_Records for this exercise_
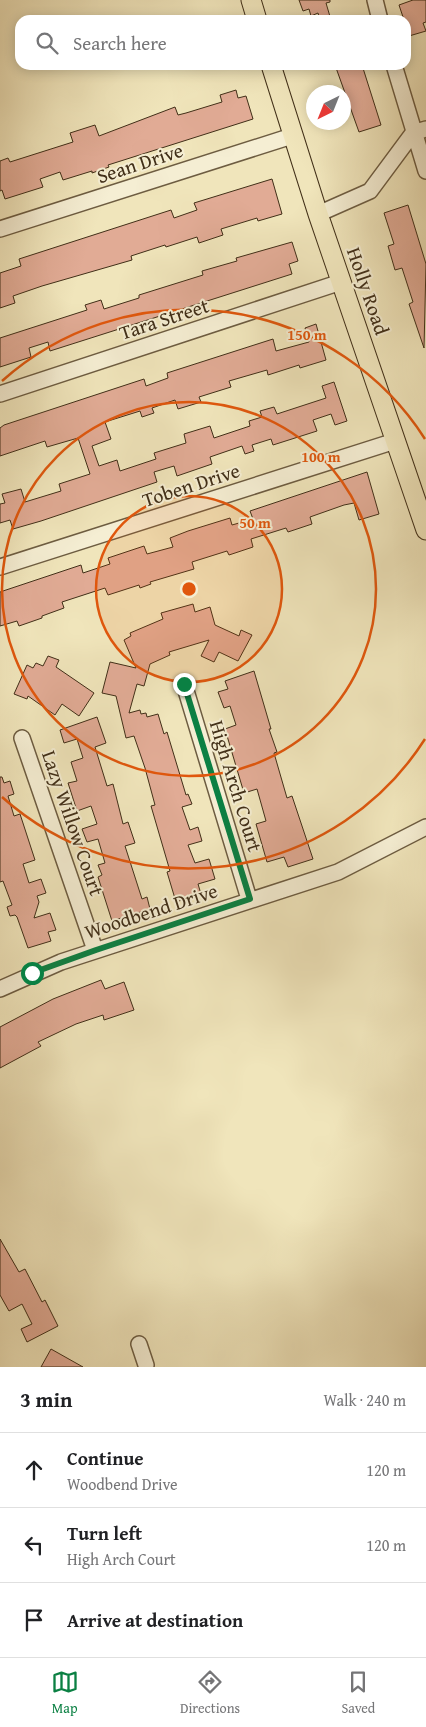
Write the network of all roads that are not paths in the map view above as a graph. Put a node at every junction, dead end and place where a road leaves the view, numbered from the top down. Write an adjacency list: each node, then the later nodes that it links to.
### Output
1 (251, 0): 3 (main road)
2 (375, 0): 4 (street)
3 (256, 15)
4 (379, 15)
5 (272, 70): 8 (main road, Holly Road)
6 (396, 70): 7 (street)
7 (420, 131): 9 (street); 10 (street)
8 (292, 136): 10 (main road, Holly Road); 11 (street, Sean Drive)
9 (426, 171)
10 (318, 214): 12 (main road, Holly Road)
11 (0, 229)
12 (341, 282): 13 (street, Tara Street); 14 (main road, Holly Road)
13 (0, 394)
14 (395, 441): 15 (main road, Holly Road); 16 (street, Toben Drive)
15 (426, 530)
16 (0, 567)
17 (184, 684): 20 (street, High Arch Court)
18 (22, 738): 21 (street, Lazy Willow Court)
19 (426, 828): 20 (street, Woodbend Drive)
20 (250, 899): 21 (street, Woodbend Drive)
21 (96, 950): 22 (street, Woodbend Drive)
22 (0, 989)
23 (139, 1344): 24 (street)
24 (146, 1365)

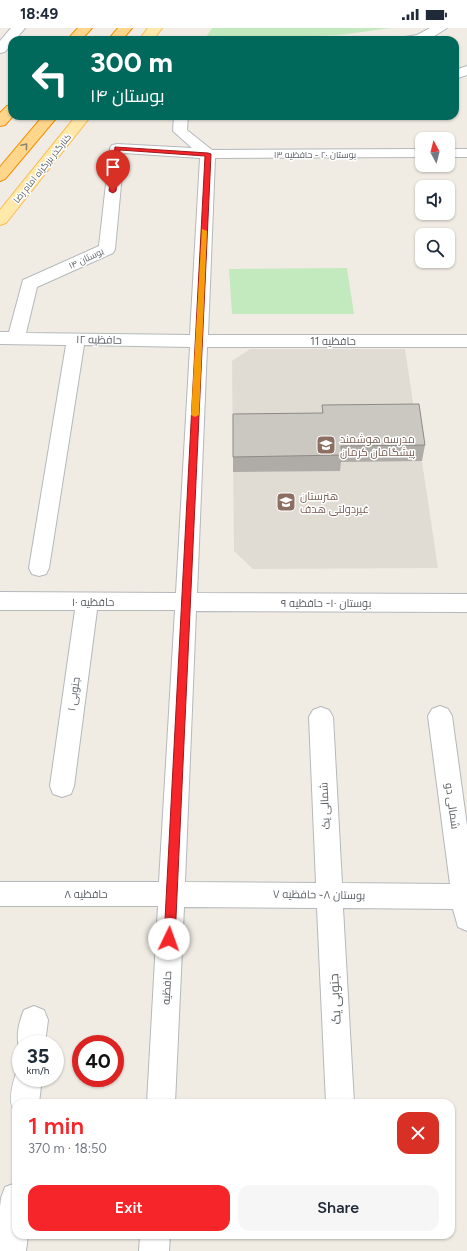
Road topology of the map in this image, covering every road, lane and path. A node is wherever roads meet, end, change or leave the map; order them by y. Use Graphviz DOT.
graph roads {
  1 [pos="85,28"];
  2 [pos="125,28"];
  3 [pos="440,28"];
  4 [pos="0,30"];
  5 [pos="16,30"];
  6 [pos="78,36"];
  7 [pos="118,36"];
  8 [pos="425,36"];
  9 [pos="8,40"];
  10 [pos="0,49"];
  11 [pos="8,113"];
  12 [pos="48,120"];
  13 [pos="81,120"];
  14 [pos="181,120"];
  15 [pos="0,122"];
  16 [pos="467,152"];
  17 [pos="415,153"];
  18 [pos="455,153"];
  19 [pos="208,154"];
  20 [pos="0,176"];
  21 [pos="0,220"];
  22 [pos="8,338"];
  23 [pos="76,339"];
  24 [pos="199,341"];
  25 [pos="467,341"];
  26 [pos="39,568"];
  27 [pos="0,601"];
  28 [pos="87,602"];
  29 [pos="186,602"];
  30 [pos="467,603"];
  31 [pos="440,716"];
  32 [pos="321,717"];
  33 [pos="62,786"];
  34 [pos="0,894"];
  35 [pos="172,894"];
  36 [pos="330,896"];
  37 [pos="466,904"];
  38 [pos="27,1087"];
  39 [pos="26,1099"];
  40 [pos="161,1099"];
  41 [pos="340,1099"];
  42 [pos="12,1239"];
  43 [pos="155,1239"];
  44 [pos="11,1251"];
  45 [pos="154,1251"];
  1 -- 6 [label="highway"];
  2 -- 7 [label="highway"];
  3 -- 8 [label="street"];
  4 -- 5 [label="street"];
  9 -- 10 [label="street"];
  11 -- 15 [label="highway"];
  20 -- 12 [label="highway, one-way"];
  13 -- 21 [label="main road, کنارگذر بزرگراه امام رضا"];
  14 -- 19 [label="street"];
  16 -- 18 [label="street"];
  17 -- 19 [label="street, بوستان ۲۰ - حافظیه ۱۳"];
  19 -- 22 [label="street, بوستان ۱۴"];
  19 -- 24 [label="street, حافظیه"];
  22 -- 23 [label="street, حافظیه ۱۲"];
  23 -- 24 [label="street, حافظیه ۱۲"];
  23 -- 26 [label="street"];
  24 -- 25 [label="street, حافظیه 11"];
  24 -- 29 [label="street, حافظیه"];
  27 -- 28 [label="street, حافظیه ۱۰"];
  28 -- 29 [label="street, حافظیه ۱۰"];
  28 -- 33 [label="street, ۱ جنوبی"];
  29 -- 30 [label="street, بوستان ۱۰- حافظیه ۹"];
  29 -- 35 [label="street, حافظیه"];
  31 -- 37 [label="street, شمالی دو"];
  32 -- 36 [label="street, شمالی یک"];
  34 -- 35 [label="street, حافظیه ۸"];
  35 -- 36 [label="street, بوستان ۸- حافظیه ۷"];
  35 -- 40 [label="street, حافظیه"];
  36 -- 37 [label="street, بوستان ۸- حافظیه ۷"];
  36 -- 41 [label="street, جنوبی یک"];
  38 -- 39 [label="street"];
  42 -- 44 [label="street"];
  43 -- 45 [label="street"];
}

_What is required_
From the entries above, select each line containing the string "شمالی".

_Result of the exercise_
  31 -- 37 [label="street, شمالی دو"];
  32 -- 36 [label="street, شمالی یک"];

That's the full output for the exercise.